======== DATASET RECORDS ========

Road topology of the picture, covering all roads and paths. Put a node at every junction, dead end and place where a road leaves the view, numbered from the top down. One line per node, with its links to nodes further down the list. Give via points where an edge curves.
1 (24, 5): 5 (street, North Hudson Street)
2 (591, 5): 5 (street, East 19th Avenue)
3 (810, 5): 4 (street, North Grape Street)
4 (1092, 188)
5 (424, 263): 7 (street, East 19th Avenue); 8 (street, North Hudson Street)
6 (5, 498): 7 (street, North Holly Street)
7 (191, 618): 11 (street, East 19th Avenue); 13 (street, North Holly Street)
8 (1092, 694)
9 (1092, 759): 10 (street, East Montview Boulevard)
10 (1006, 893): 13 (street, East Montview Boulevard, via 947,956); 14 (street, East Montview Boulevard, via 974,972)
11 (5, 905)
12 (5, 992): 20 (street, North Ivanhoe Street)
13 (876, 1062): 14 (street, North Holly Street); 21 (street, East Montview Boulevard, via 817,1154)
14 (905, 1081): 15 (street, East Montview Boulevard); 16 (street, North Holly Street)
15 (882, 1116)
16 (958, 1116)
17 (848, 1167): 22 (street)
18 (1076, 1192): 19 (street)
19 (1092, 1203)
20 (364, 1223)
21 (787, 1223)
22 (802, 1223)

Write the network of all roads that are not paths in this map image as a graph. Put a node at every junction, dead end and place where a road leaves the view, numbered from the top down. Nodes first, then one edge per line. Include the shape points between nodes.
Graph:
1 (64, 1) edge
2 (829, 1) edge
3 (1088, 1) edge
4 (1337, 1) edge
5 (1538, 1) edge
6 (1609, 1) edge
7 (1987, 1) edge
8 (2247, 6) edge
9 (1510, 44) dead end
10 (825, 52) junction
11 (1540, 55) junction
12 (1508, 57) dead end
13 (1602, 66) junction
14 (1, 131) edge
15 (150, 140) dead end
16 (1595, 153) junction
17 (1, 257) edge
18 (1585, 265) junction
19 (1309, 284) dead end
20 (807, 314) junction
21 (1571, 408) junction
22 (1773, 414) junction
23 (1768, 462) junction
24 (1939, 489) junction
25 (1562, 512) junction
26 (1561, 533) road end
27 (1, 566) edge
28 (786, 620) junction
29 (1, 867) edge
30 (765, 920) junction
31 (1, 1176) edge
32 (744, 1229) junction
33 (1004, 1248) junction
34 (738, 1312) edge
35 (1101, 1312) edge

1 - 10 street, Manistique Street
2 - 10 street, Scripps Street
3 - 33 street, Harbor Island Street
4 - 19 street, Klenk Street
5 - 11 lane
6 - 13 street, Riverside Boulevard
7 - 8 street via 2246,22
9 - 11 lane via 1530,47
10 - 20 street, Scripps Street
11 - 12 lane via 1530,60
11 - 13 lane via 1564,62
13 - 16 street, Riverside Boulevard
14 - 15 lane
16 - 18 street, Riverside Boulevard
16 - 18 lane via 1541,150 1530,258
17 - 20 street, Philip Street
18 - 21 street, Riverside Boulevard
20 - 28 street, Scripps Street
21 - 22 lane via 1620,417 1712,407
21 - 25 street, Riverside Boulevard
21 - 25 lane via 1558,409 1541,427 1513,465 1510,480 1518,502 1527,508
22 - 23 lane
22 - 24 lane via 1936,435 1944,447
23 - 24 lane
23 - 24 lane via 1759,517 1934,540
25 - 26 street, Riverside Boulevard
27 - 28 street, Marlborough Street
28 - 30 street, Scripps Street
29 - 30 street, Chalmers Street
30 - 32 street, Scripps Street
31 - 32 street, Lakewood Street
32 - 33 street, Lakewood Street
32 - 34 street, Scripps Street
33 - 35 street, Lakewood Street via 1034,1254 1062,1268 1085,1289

========

All of the data above should be output exactly.

- PROBLEM SOLUTION
Road topology of the picture, covering all roads and paths. Put a node at every junction, dead end and place where a road leaves the view, numbered from the top down. One line per node, with its links to nodes further down the list. Give via points where an edge curves.
1 (24, 5): 5 (street, North Hudson Street)
2 (591, 5): 5 (street, East 19th Avenue)
3 (810, 5): 4 (street, North Grape Street)
4 (1092, 188)
5 (424, 263): 7 (street, East 19th Avenue); 8 (street, North Hudson Street)
6 (5, 498): 7 (street, North Holly Street)
7 (191, 618): 11 (street, East 19th Avenue); 13 (street, North Holly Street)
8 (1092, 694)
9 (1092, 759): 10 (street, East Montview Boulevard)
10 (1006, 893): 13 (street, East Montview Boulevard, via 947,956); 14 (street, East Montview Boulevard, via 974,972)
11 (5, 905)
12 (5, 992): 20 (street, North Ivanhoe Street)
13 (876, 1062): 14 (street, North Holly Street); 21 (street, East Montview Boulevard, via 817,1154)
14 (905, 1081): 15 (street, East Montview Boulevard); 16 (street, North Holly Street)
15 (882, 1116)
16 (958, 1116)
17 (848, 1167): 22 (street)
18 (1076, 1192): 19 (street)
19 (1092, 1203)
20 (364, 1223)
21 (787, 1223)
22 (802, 1223)

Write the network of all roads that are not paths in this map image as a graph. Put a node at every junction, dead end and place where a road leaves the view, numbered from the top down. Nodes first, then one edge per line. Include the shape points between nodes.
Graph:
1 (64, 1) edge
2 (829, 1) edge
3 (1088, 1) edge
4 (1337, 1) edge
5 (1538, 1) edge
6 (1609, 1) edge
7 (1987, 1) edge
8 (2247, 6) edge
9 (1510, 44) dead end
10 (825, 52) junction
11 (1540, 55) junction
12 (1508, 57) dead end
13 (1602, 66) junction
14 (1, 131) edge
15 (150, 140) dead end
16 (1595, 153) junction
17 (1, 257) edge
18 (1585, 265) junction
19 (1309, 284) dead end
20 (807, 314) junction
21 (1571, 408) junction
22 (1773, 414) junction
23 (1768, 462) junction
24 (1939, 489) junction
25 (1562, 512) junction
26 (1561, 533) road end
27 (1, 566) edge
28 (786, 620) junction
29 (1, 867) edge
30 (765, 920) junction
31 (1, 1176) edge
32 (744, 1229) junction
33 (1004, 1248) junction
34 (738, 1312) edge
35 (1101, 1312) edge

1 - 10 street, Manistique Street
2 - 10 street, Scripps Street
3 - 33 street, Harbor Island Street
4 - 19 street, Klenk Street
5 - 11 lane
6 - 13 street, Riverside Boulevard
7 - 8 street via 2246,22
9 - 11 lane via 1530,47
10 - 20 street, Scripps Street
11 - 12 lane via 1530,60
11 - 13 lane via 1564,62
13 - 16 street, Riverside Boulevard
14 - 15 lane
16 - 18 street, Riverside Boulevard
16 - 18 lane via 1541,150 1530,258
17 - 20 street, Philip Street
18 - 21 street, Riverside Boulevard
20 - 28 street, Scripps Street
21 - 22 lane via 1620,417 1712,407
21 - 25 street, Riverside Boulevard
21 - 25 lane via 1558,409 1541,427 1513,465 1510,480 1518,502 1527,508
22 - 23 lane
22 - 24 lane via 1936,435 1944,447
23 - 24 lane
23 - 24 lane via 1759,517 1934,540
25 - 26 street, Riverside Boulevard
27 - 28 street, Marlborough Street
28 - 30 street, Scripps Street
29 - 30 street, Chalmers Street
30 - 32 street, Scripps Street
31 - 32 street, Lakewood Street
32 - 33 street, Lakewood Street
32 - 34 street, Scripps Street
33 - 35 street, Lakewood Street via 1034,1254 1062,1268 1085,1289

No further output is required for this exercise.